また、治療薬も承認され、使われているものが増えてきている。飲み薬も早ければ年内に承認され、現場で使えるようになる。検査体制を拡充して早期に陽性者を検出し、早期治療に結び付け、入院が必要な方には十分に医療を提供できる備えを行っていくことが重要だ。

先の衆院選で公明党は「日本再生へ新たな挑戦」と題し、新時代を見据えた施策を掲げ、18歳以下(高校3年生まで)への10万円給付のほか、マイナンバーカードの普及と消費喚起を訴えた。マイナンバーカードの普及はデジタル社会に向けた基盤になる。給付措置が確実にスピードアップし、確実性と簡便さが増す。こうした時代を切り開いていかなければならない。

国会議員の歳費2割カットは、(今年10月末で)期限が切れ、今は実施されていない。来年1月から7月まで2割カットを実行する合意が与野党でほぼできている。ぜひとも今国会で法律として成立させたい。コロナ禍で耐え忍ぶ国民の苦難に寄り添う姿勢を示していくべきだ。

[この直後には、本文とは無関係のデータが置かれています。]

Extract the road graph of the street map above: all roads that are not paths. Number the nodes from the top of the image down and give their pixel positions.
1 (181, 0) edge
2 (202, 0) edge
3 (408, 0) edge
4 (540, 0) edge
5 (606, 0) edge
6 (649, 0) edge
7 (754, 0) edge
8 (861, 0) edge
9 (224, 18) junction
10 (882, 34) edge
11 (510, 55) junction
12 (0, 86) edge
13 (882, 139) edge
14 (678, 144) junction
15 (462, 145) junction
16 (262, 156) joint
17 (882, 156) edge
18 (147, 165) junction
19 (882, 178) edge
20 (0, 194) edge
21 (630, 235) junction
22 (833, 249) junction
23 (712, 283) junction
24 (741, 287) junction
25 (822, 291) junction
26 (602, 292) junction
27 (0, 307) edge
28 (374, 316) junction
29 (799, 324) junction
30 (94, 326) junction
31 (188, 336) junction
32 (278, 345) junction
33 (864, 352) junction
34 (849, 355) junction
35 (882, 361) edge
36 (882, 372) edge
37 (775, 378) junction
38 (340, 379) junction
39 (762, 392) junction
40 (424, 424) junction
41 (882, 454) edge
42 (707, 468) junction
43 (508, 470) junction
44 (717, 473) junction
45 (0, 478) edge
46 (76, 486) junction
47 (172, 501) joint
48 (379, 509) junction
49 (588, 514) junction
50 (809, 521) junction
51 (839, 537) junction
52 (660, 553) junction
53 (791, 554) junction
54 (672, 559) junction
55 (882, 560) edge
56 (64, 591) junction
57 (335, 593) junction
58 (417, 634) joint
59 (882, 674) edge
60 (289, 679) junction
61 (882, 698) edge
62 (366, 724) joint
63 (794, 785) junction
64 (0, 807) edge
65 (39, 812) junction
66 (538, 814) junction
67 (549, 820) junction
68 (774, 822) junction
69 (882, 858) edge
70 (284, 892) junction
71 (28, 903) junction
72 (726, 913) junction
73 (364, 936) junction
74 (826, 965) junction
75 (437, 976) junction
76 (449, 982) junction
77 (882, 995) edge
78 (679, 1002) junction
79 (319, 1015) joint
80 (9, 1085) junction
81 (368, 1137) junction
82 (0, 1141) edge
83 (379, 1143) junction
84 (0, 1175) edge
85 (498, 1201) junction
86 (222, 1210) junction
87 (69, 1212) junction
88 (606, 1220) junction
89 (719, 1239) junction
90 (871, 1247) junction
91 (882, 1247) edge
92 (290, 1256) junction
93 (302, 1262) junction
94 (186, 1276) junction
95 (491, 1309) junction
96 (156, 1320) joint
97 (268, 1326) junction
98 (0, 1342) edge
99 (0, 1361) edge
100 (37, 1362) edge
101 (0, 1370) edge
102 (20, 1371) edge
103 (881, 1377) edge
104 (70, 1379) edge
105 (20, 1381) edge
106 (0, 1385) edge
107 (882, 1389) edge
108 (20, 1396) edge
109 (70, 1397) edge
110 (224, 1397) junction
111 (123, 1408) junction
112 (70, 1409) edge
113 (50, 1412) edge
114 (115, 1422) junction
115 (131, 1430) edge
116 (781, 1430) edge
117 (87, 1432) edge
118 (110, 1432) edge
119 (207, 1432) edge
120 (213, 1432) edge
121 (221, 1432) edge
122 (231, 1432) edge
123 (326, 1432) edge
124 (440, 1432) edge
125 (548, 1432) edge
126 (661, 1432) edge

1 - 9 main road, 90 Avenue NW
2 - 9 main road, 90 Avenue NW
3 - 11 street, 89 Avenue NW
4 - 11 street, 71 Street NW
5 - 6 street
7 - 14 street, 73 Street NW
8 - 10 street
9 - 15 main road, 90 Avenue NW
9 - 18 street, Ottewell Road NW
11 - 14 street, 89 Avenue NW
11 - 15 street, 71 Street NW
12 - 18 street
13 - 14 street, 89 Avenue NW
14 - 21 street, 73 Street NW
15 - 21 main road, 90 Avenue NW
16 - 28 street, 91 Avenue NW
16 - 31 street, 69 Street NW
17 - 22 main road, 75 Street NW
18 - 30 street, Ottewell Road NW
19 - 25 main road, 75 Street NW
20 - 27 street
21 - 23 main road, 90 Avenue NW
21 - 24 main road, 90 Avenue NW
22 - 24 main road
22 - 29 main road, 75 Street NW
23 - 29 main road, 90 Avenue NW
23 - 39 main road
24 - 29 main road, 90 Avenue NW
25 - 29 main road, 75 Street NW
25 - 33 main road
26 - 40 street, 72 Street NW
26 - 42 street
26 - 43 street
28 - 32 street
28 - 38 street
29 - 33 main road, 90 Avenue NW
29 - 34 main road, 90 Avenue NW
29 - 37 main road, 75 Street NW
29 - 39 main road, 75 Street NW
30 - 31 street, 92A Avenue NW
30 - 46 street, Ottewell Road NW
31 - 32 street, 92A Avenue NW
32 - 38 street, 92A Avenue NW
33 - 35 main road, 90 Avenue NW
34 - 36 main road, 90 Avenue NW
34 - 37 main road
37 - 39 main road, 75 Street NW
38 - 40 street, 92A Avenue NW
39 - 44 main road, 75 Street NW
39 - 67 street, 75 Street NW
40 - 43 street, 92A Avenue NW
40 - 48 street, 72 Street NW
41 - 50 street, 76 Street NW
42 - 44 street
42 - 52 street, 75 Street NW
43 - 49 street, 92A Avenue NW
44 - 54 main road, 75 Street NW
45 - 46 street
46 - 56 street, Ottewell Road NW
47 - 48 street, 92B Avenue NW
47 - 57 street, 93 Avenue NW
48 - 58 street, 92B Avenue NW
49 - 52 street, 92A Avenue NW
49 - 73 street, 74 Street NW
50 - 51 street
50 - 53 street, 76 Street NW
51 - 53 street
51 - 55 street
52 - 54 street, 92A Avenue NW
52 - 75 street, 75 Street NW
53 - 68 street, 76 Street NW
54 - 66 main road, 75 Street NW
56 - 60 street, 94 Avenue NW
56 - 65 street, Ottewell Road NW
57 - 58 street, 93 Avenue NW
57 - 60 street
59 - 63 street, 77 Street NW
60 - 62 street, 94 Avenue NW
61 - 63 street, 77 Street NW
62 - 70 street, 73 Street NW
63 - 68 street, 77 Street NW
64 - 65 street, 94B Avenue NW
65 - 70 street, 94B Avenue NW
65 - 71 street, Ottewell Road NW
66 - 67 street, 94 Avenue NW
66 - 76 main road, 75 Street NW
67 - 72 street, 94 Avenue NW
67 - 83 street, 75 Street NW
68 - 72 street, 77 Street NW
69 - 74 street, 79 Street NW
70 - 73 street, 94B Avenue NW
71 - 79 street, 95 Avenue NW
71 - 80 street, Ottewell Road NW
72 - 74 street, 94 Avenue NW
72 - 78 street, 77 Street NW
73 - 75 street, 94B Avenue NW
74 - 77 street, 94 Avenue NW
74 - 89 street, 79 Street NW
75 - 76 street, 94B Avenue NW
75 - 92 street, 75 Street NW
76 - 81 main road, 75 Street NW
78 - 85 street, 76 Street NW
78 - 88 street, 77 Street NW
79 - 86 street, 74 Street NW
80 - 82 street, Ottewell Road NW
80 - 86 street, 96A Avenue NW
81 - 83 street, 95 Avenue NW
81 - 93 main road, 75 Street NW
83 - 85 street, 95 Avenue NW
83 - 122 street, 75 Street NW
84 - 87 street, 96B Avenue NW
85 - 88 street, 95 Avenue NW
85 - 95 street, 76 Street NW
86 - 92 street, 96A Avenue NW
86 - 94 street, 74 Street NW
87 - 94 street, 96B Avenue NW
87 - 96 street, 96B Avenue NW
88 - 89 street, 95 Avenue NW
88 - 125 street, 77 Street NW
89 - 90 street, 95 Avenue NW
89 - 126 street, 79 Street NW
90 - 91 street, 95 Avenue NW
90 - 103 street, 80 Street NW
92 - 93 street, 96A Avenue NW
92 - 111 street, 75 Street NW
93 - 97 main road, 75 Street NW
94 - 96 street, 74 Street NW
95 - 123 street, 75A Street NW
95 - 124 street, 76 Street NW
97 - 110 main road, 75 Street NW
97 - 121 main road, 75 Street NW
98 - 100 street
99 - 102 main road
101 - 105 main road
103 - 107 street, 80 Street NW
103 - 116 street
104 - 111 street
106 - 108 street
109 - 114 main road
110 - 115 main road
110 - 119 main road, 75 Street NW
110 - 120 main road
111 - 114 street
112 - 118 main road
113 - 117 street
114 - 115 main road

今国会での論戦は、来年の参院選を意識したものになる。国民に安心感と展望を示して、参院選に臨んでいきたい。

文通費、「日割り」実現めざす
使途公開、議論尽くすべき
石井幹事長

石井幹事長

新型コロナウイルス感染症対策をはじめ、経済対策や今年度補正予算案に盛り込まれた公明党の主張や政策を、しっかりアピールしていきたい。

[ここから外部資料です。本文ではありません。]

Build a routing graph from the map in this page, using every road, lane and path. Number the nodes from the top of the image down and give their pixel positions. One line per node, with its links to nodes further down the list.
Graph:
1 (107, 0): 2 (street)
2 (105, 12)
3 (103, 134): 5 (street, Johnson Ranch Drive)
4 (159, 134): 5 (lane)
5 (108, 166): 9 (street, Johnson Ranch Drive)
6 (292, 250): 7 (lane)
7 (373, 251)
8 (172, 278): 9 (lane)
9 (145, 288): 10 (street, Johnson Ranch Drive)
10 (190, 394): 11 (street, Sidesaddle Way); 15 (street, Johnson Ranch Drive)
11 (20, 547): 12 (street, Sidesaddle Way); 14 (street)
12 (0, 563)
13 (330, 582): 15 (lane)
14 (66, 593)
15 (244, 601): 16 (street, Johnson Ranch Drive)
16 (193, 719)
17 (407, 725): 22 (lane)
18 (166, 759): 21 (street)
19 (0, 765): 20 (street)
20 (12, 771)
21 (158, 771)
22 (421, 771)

文書通信交通滞在費(文通費、月額100万円)について、公明党は2010年、歳費に加えて文通費も「日割り」にするべきだとして法案を提出した。残念ながら他会派の賛同を得られず、歳費のみの日割りで決着した。だが、「10月31日投票の衆院選で当選し、1日だけで1カ月分が全額支給されるのはおかしい」との違和感を踏まえ、公明党は新人と元職には全額、現職には10月14日の解散後残りの17日間を日割りした55万円を党に拠出してもらい、党が国民の理解の得られる所に寄付する措置を取らせていただいた。

今回の臨時国会では、文通費の日割りを実現したいが、野党は収支報告書の提出も併せて対応しなければ、賛成できないと主張している。

公明党としても文通費の透明化は重要な課題だと考えるが、議論すべきことも残っている。例えば、使途について、政党支部に寄付をした場合、「これで使途を明らかにした」ということで良いのか。使途公開のあり方をきちんと議論しなければ、拙速になると考えている。

このため、公明党としては、まず与野党で大筋合意ができている文通費の日割りを実現させ、文通費の透明化については、引き続き与野党で議論していく考えだ。国民の期待に応え、まず一歩前進していくことが重要ではないか。

また、かねて公明党が主張している、公職選挙法違反で当選無効となった国会議員の歳費返納を義務付ける法改正についても、野党に説明し、意見も聞きながら今国会で法案を提出できるよう、しっかり取り組んでいきたい。